Dataset records:
[Start of Attachment]
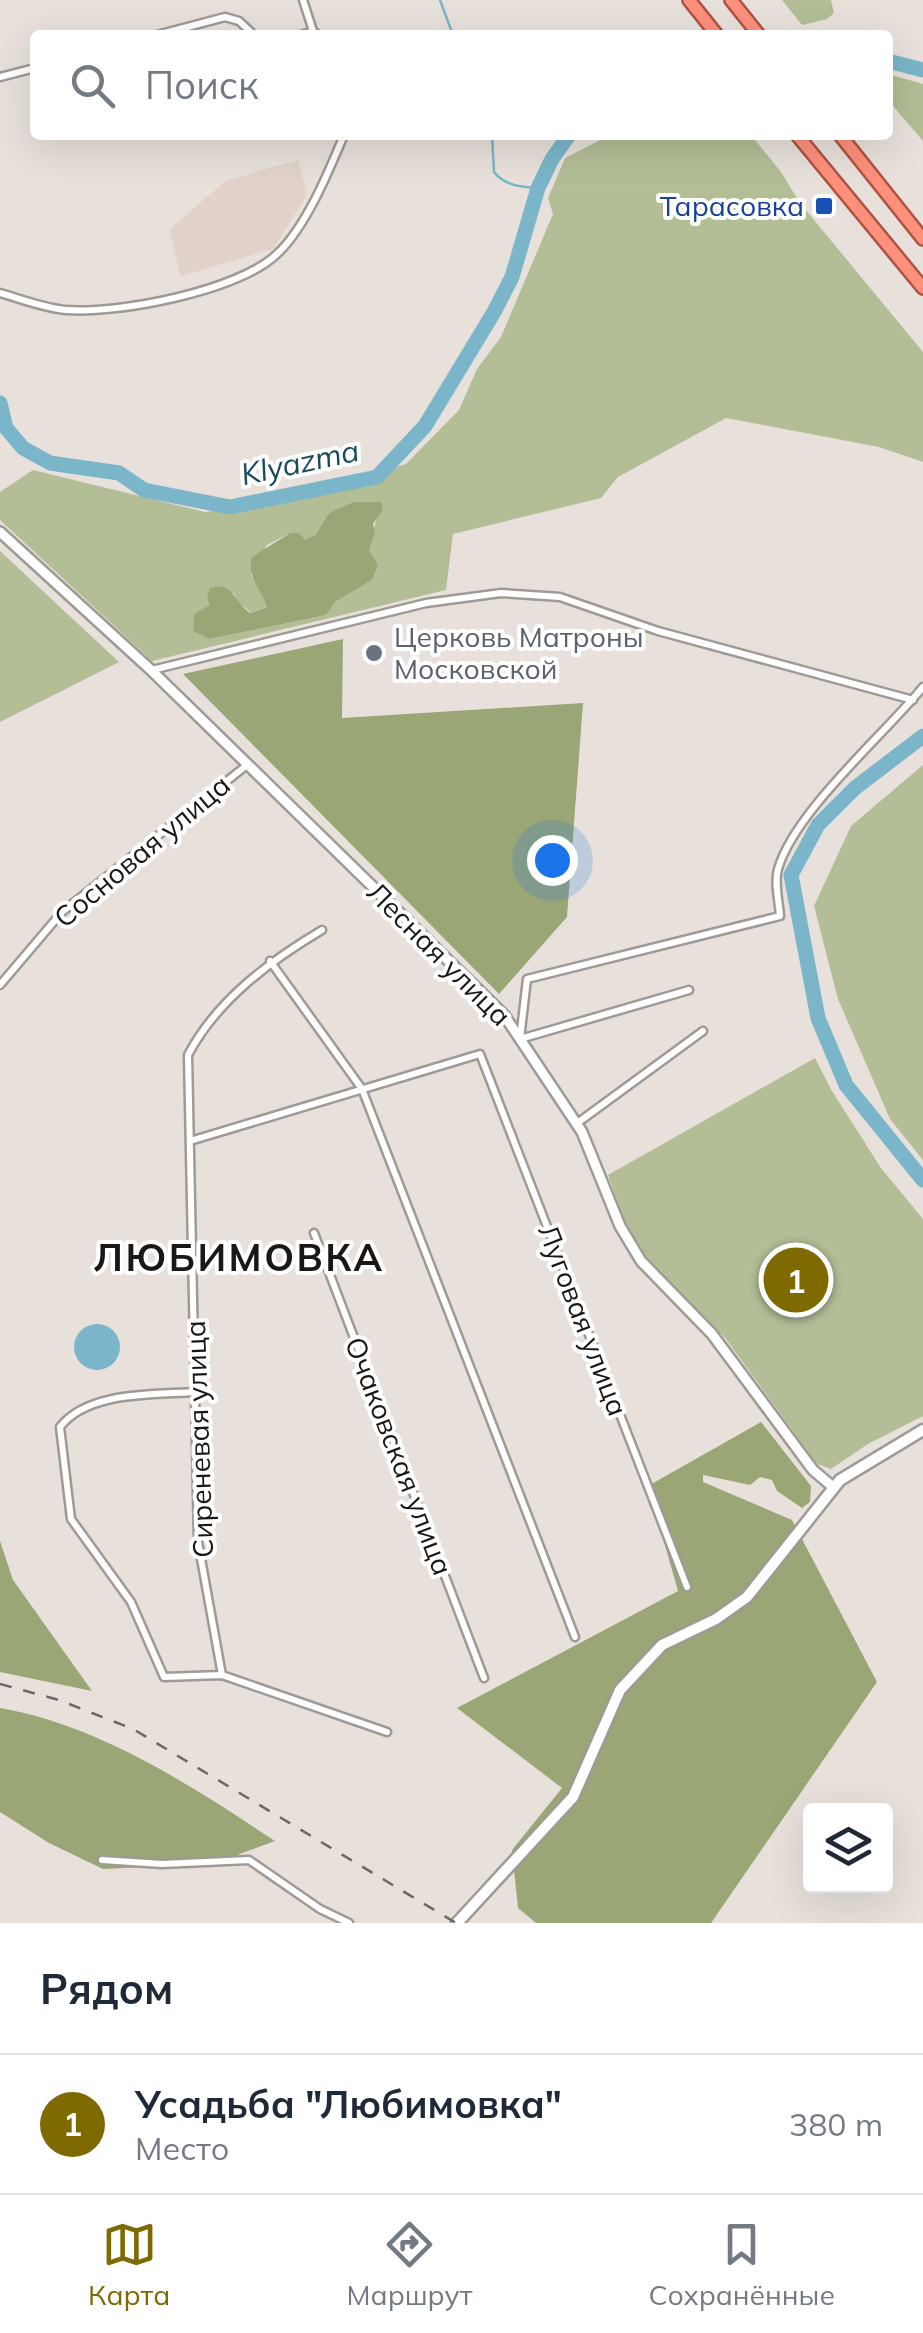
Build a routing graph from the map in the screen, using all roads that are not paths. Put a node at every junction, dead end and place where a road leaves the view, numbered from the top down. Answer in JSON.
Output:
{"nodes":[{"id":1,"x":303,"y":0,"type":"edge"},
{"id":2,"x":686,"y":0,"type":"edge"},
{"id":3,"x":731,"y":0,"type":"edge"},
{"id":4,"x":176,"y":30,"type":"edge"},
{"id":5,"x":249,"y":30,"type":"edge"},
{"id":6,"x":314,"y":30,"type":"edge"},
{"id":7,"x":713,"y":30,"type":"edge"},
{"id":8,"x":754,"y":30,"type":"edge"},
{"id":9,"x":30,"y":69,"type":"edge"},
{"id":10,"x":0,"y":77,"type":"edge"},
{"id":11,"x":342,"y":140,"type":"edge"},
{"id":12,"x":802,"y":140,"type":"edge"},
{"id":13,"x":844,"y":140,"type":"edge"},
{"id":14,"x":923,"y":239,"type":"edge"},
{"id":15,"x":923,"y":288,"type":"edge"},
{"id":16,"x":0,"y":292,"type":"edge"},
{"id":17,"x":0,"y":532,"type":"edge"},
{"id":18,"x":151,"y":670,"type":"junction"},
{"id":19,"x":923,"y":687,"type":"edge"},
{"id":20,"x":913,"y":700,"type":"junction"},
{"id":21,"x":247,"y":764,"type":"junction"},
{"id":22,"x":322,"y":930,"type":"dead end"},
{"id":23,"x":270,"y":962,"type":"junction"},
{"id":24,"x":0,"y":986,"type":"edge"},
{"id":25,"x":689,"y":990,"type":"dead end"},
{"id":26,"x":703,"y":1031,"type":"dead end"},
{"id":27,"x":520,"y":1040,"type":"junction"},
{"id":28,"x":362,"y":1090,"type":"junction"},
{"id":29,"x":576,"y":1124,"type":"junction"},
{"id":30,"x":190,"y":1141,"type":"junction"},
{"id":31,"x":314,"y":1233,"type":"dead end"},
{"id":32,"x":195,"y":1392,"type":"junction"},
{"id":33,"x":923,"y":1430,"type":"edge"},
{"id":34,"x":833,"y":1486,"type":"junction"},
{"id":35,"x":686,"y":1587,"type":"dead end"},
{"id":36,"x":575,"y":1637,"type":"dead end"},
{"id":37,"x":222,"y":1675,"type":"junction"},
{"id":38,"x":484,"y":1678,"type":"dead end"},
{"id":39,"x":387,"y":1732,"type":"dead end"},
{"id":40,"x":102,"y":1860,"type":"dead end"},
{"id":41,"x":349,"y":1923,"type":"edge"},
{"id":42,"x":457,"y":1923,"type":"edge"}],
"edges":[{"from":1,"to":6,"type":"street"},
{"from":2,"to":7,"type":"highway"},
{"from":3,"to":8,"type":"highway"},
{"from":4,"to":5,"type":"street"},
{"from":9,"to":10,"type":"street"},
{"from":11,"to":16,"type":"street"},
{"from":12,"to":15,"type":"highway"},
{"from":13,"to":14,"type":"highway"},
{"from":17,"to":18,"type":"street","name":"Лесная улица"},
{"from":18,"to":20,"type":"street"},
{"from":18,"to":21,"type":"street","name":"Лесная улица"},
{"from":19,"to":20,"type":"street"},
{"from":20,"to":27,"type":"street"},
{"from":21,"to":24,"type":"street","name":"Сосновая улица"},
{"from":21,"to":27,"type":"street","name":"Лесная улица"},
{"from":22,"to":23,"type":"street","name":"Сиреневая улица"},
{"from":23,"to":28,"type":"street"},
{"from":23,"to":30,"type":"street","name":"Сиреневая улица"},
{"from":25,"to":27,"type":"street"},
{"from":26,"to":29,"type":"street"},
{"from":27,"to":29,"type":"street","name":"Лесная улица"},
{"from":28,"to":30,"type":"street"},
{"from":28,"to":35,"type":"street","name":"Луговая улица"},
{"from":28,"to":36,"type":"street"},
{"from":29,"to":34,"type":"street","name":"Лесная улица"},
{"from":30,"to":32,"type":"street","name":"Сиреневая улица"},
{"from":31,"to":38,"type":"street","name":"Очаковская улица"},
{"from":32,"to":37,"type":"street","name":"Сиреневая улица"},
{"from":32,"to":37,"type":"street"},
{"from":33,"to":34,"type":"main road"},
{"from":34,"to":42,"type":"main road"},
{"from":37,"to":39,"type":"street"},
{"from":40,"to":41,"type":"street"}]}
[End of Attachment]
§ **Your goal**: Write out each line above with the word "road".

§ **Reply to the task**:
Build a routing graph from the map in the screen, using all roads that are not paths. Put a node at every junction, dead end and place where a road leaves the view, numbered from the top down. Answer in JSON.
{"from":33,"to":34,"type":"main road"},
{"from":34,"to":42,"type":"main road"},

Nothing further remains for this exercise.